As intelligent systems become pervasive and data production grows at a rate never seen before, the ability to understand, analyze, and automatically learn from data is becoming a crucial technical skill. In this course we cover principles and practice of Machine Learning, that is, systems that improve performance on specific tasks through experience. The course balances theory and practice to provide students with the fundamentals of statistical learning as well as with hands-on experience building predictive systems. Specifically, the course includes a set of projects, where students are required to perform data cleaning and preprocessing, envision a suitable learning approach, and evaluate their solution.

Core Topics

Overview and taxonomy of machine learning: supervised, unsupervised, semi-supervised, and reinforcement learning. Applications and case studies. Inductive learning and inductive bias. Decision trees. Overfitting, underfitting, and model selection. Principles of bayesian learning. Logistic and linear regression. Dimensionality reduction. Support vector machines and kernels. Neural networks. Introduction to modern neural architectures. Clustering. Ensembles. Bias-variance tradeoff.

Course Objectives

At the end of this course, the student will become familiar with fundamental concepts of Machine Learning and modern analytics; will be competent in recognizing challenges faced by ML approaches and applications, and will be able to propose working solutions for them. The student will be able to discuss how Machine Learning impacts business intelligence, scientific discovery, and our day-to-day life.

Text Books

  • Deep Learning by Ian Goodfellow, Yoshua Begio, Aaron Courville. ISBN-10: 0262035618 | ISBN-13: 978-0262035613 (optional)
  • Machine Learning by Tom Mitchell. ISBN-10: 0070428077 | ISBN-13: 978-0070428072 (optional)
  • Pattern Recognition and Machine Learning by Christopher Bishop. ISBN-10: 0387310738 | ISBN-13: 978-0387310732 (optional)
  • Coursework


    Participation is the barometer of the class. Based on it I can determine if the pace of the course is too fast or too slow, it helps me to spot pitfalls and misconceptions, and it helps you to reinforce the material you learned.
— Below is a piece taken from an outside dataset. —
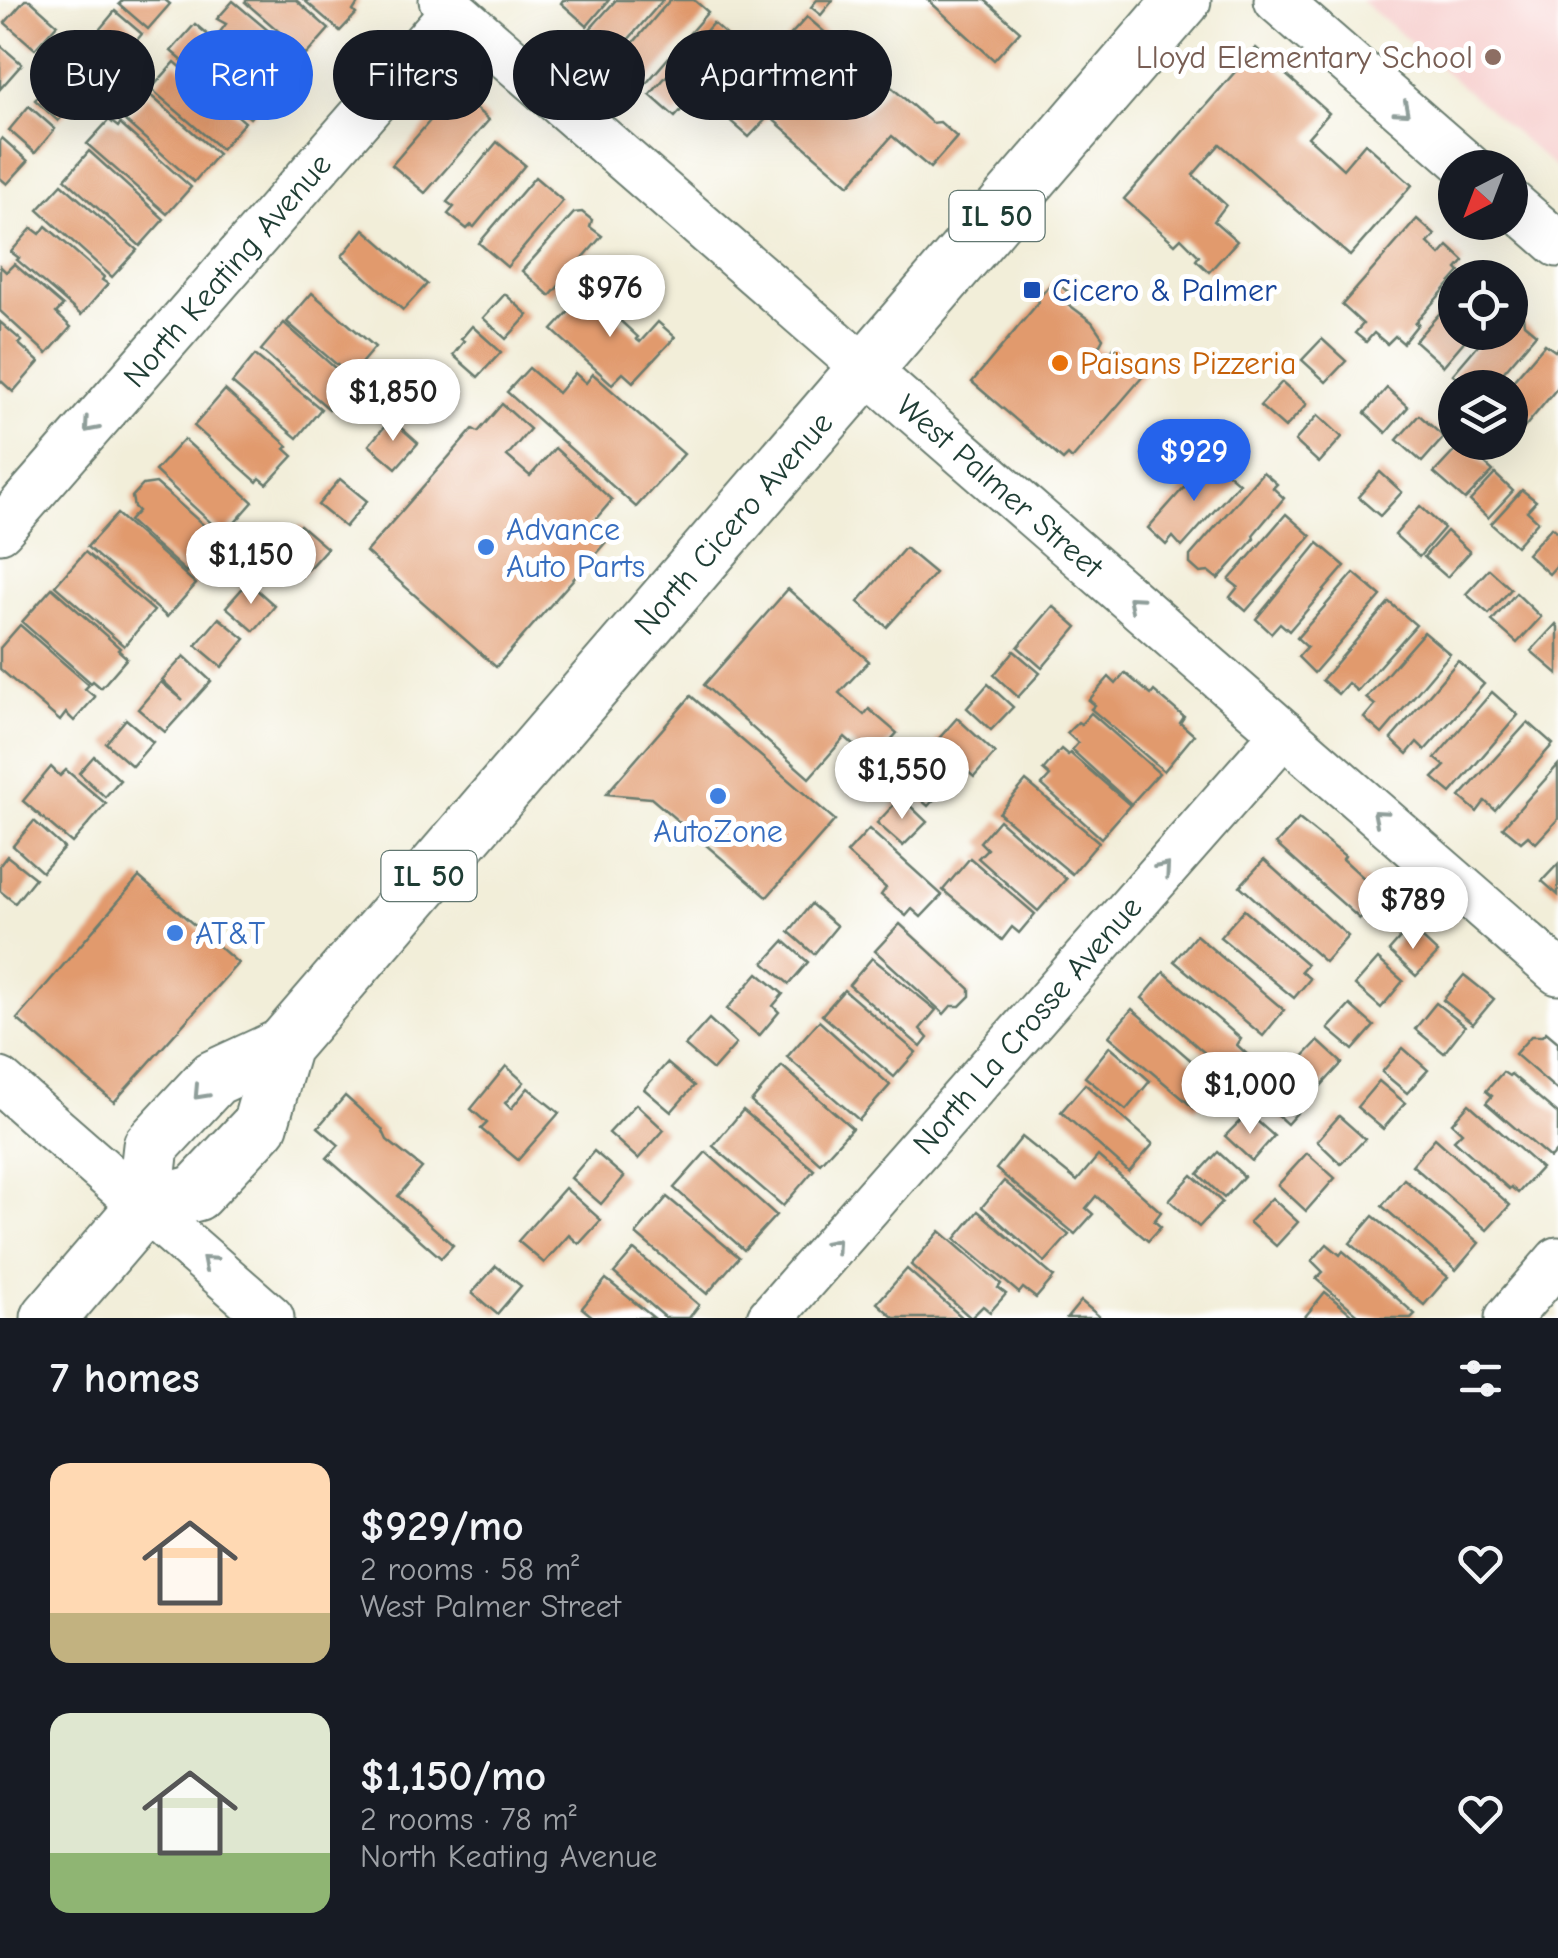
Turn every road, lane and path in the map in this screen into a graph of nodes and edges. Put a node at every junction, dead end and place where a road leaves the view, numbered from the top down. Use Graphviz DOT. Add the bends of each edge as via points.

    The student can expect to have simple exercises frequently. Some of these daily assignments will be done in groups specified by the instructor and they will account for the participation grade of the course. Make up assignments will be allowed only if the instructor or TA were informed of a documented absence before the quiz took place.

    Participation accounts for 15% of your final grade and won't be given for granted. You are required to participate either in class or electronically (through Piazza).
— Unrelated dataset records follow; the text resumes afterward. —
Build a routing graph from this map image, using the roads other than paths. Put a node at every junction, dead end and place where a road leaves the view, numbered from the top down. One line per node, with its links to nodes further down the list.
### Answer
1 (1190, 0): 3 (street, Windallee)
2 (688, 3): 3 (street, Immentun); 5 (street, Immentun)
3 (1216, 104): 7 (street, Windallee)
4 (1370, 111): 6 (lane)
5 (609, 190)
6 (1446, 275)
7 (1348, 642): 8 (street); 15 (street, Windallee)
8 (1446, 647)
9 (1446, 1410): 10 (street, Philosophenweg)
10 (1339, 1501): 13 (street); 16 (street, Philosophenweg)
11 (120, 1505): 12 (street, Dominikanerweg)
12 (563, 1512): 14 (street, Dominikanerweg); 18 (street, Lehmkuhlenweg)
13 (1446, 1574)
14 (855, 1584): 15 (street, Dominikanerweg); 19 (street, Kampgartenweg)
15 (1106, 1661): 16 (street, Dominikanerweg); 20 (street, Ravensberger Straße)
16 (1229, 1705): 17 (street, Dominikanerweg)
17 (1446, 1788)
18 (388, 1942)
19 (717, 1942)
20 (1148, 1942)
    Readings in this syllabus are mandatory, you can expect short individual quizzes every week. Those quizzes will be graded and they account for the bulk of your final grade. Quizzes are done first thing in the morning if you are late 5 minutes that may mean that you missed the quiz. If you have an excused absence and missed a quiz, you can make up for it by writing a 2-page summary of the reading. The assigned grade to that assignment will be the average of your current quiz grade. If your absence is unexcused, you cannot make up that quiz.

    Quizzes are open notes but only handwritten notes are allowed.
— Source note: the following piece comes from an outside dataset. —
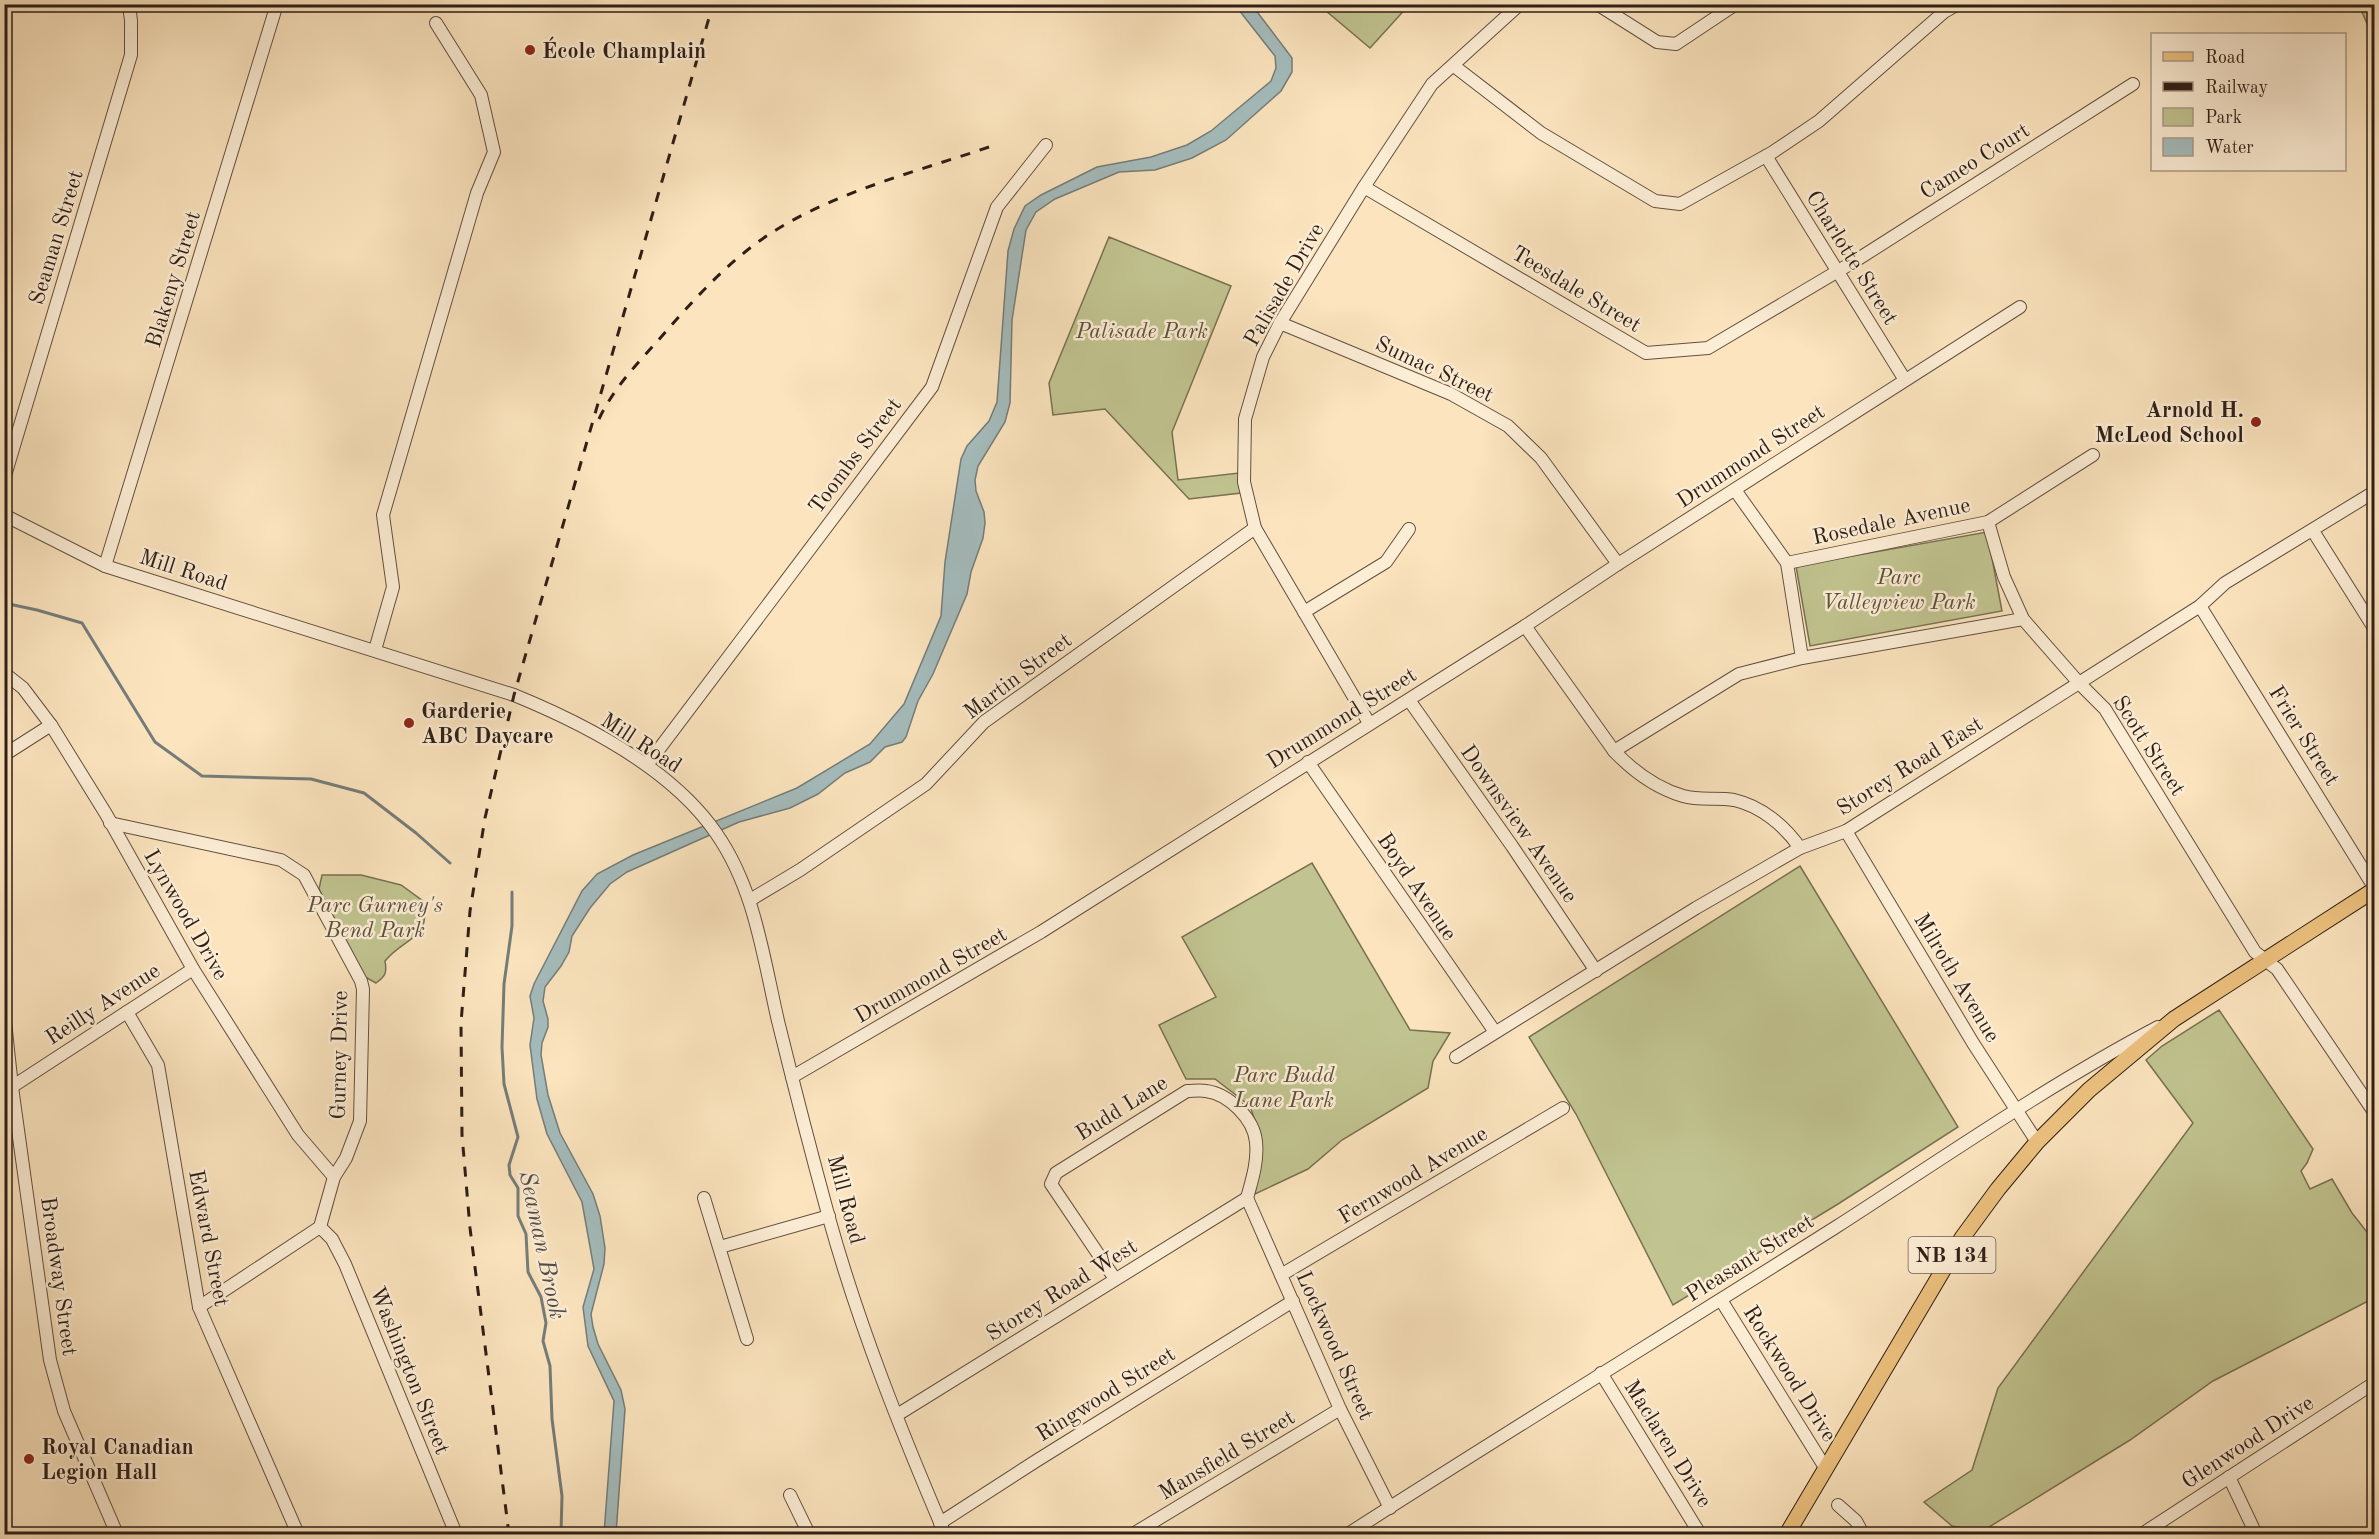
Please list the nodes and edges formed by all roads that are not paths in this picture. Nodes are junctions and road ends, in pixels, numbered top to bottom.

    Students in the 529 section will be graded with all -1 (lowest quiz), students in the 429 section will be graded on all -2 (lowest quiz grades)


    Projects and homework reinforce what you learned in class by materializing abstract concepts into practical problems. Every project usually consists of a programming assignment. Tentative schedule is as follows:

    Project 1. release date Jan 30, due date Feb 20 (Structured data)

    Project 2. release date Feb 25, due date Mar 24 (Text)

    project 3. release date Mar 26, due date Apr 16 (Audio/Images)

    project 4. release date Apr 16, due date May 12 (AI generated art)

    You can discuss projects with other classmates but all the code have to be written by you. Any student suspected of plagiarizing code will be prosecuted according to the University guidelines.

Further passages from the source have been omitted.